Core Concepts

The key ideas behind how TiGrIS compiles and executes models on memory-constrained devices.

Execution plan (.tgrs)#

A .tgrs file is a binary artifact containing the operator schedule, memory map, tiling strategy, and weights. It is not code, but a data structure that the C runtime interprets. One plan can run on any target that has a compatible kernel backend.

ds_cnn.tgrs (26 KB)
├── header        magic, version, memory requirements
├── memory map    tensor offsets within the SRAM arena
├── stages[]      ordered list of execution stages
│   └── ops[]     operator descriptors (type, params, tensor refs)
└── weights       model weights (f32 or int8), read via XIP or copied to SRAM

The plan is deterministic. Every memory address is resolved at compile time. There is no dynamic allocation at runtime.

Memory pools#

TiGrIS manages three distinct memory regions:

The -m flag sets the SRAM budget. The compiler guarantees the plan never exceeds it. For multi-stage models, PSRAM is required because intermediate tensors spill there between stages. Pass a second -m value to set the PSRAM budget. Models that fit in a single stage run with SRAM only.

Stages#

The compiler splits the model graph into stages: groups of operators whose combined activation memory fits within the SRAM budget. Within a stage, all tensors are arena-allocated in SRAM. Between stages, intermediate tensors that are still needed later spill to PSRAM and reload when consumed.

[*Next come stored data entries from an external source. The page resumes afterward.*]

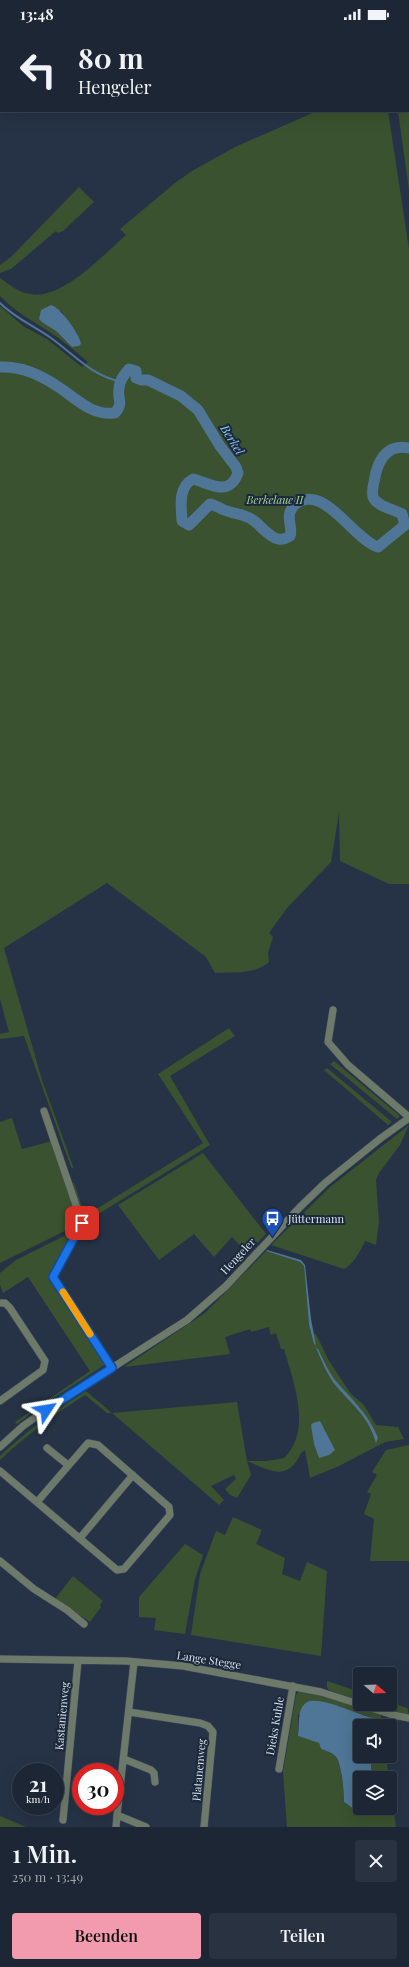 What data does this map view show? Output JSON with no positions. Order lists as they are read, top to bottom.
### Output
{
  "streets": {
    "street": [
      "Hengeler",
      "Lange Stegge",
      "Kastanienweg",
      "Dieks Kuhle",
      "Platanenweg"
    ]
  },
  "crossings": [
    ["Lange Stegge", "Kastanienweg"],
    ["Lange Stegge", "Dieks Kuhle"]
  ],
  "water": ["Berkel"],
  "parks": ["Berkelaue II"],
  "places": {
    "bus stop": ["Jüttermann"]
  },
  "north": "right",
  "page": {
    "status": "13:48",
    "turn": ["80 m", "Hengeler"],
    "speed": "21 km/h",
    "limit": "30",
    "heading": ["1 Min.", "250 m · 13:49"],
    "buttons": ["Beenden", "Teilen"]
  }
}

A small model whose peak activation fits within the SRAM budget compiles into a single stage with no spilling. A larger model whose activations exceed the budget compiles into multiple stages with spill/reload between them.

Tiling#

The compiler uses three tiling strategies to fit models into limited SRAM:

Temporal partitioning. The compiler splits the model graph into stages whose combined activations fit in SRAM. Between stages, intermediate tensors spill to PSRAM and reload when needed. This is the coarsest strategy and applies automatically when the full model does not fit.

Spatial tiling. When a single stage’s peak activation still exceeds the SRAM budget, the compiler tiles along the height dimension, processing horizontal strips instead of the full output tensor. Each strip only needs its receptive-field input rows plus halo overlap.

Chain tiling. When consecutive stages are all spatially tileable, the compiler fuses them into a chain. Tiles flow through the entire chain in SRAM, so intermediate tensors are never fully materialized and never hit PSRAM. This is the lowest-overhead strategy but requires every operator in the chain to support spatial decomposition.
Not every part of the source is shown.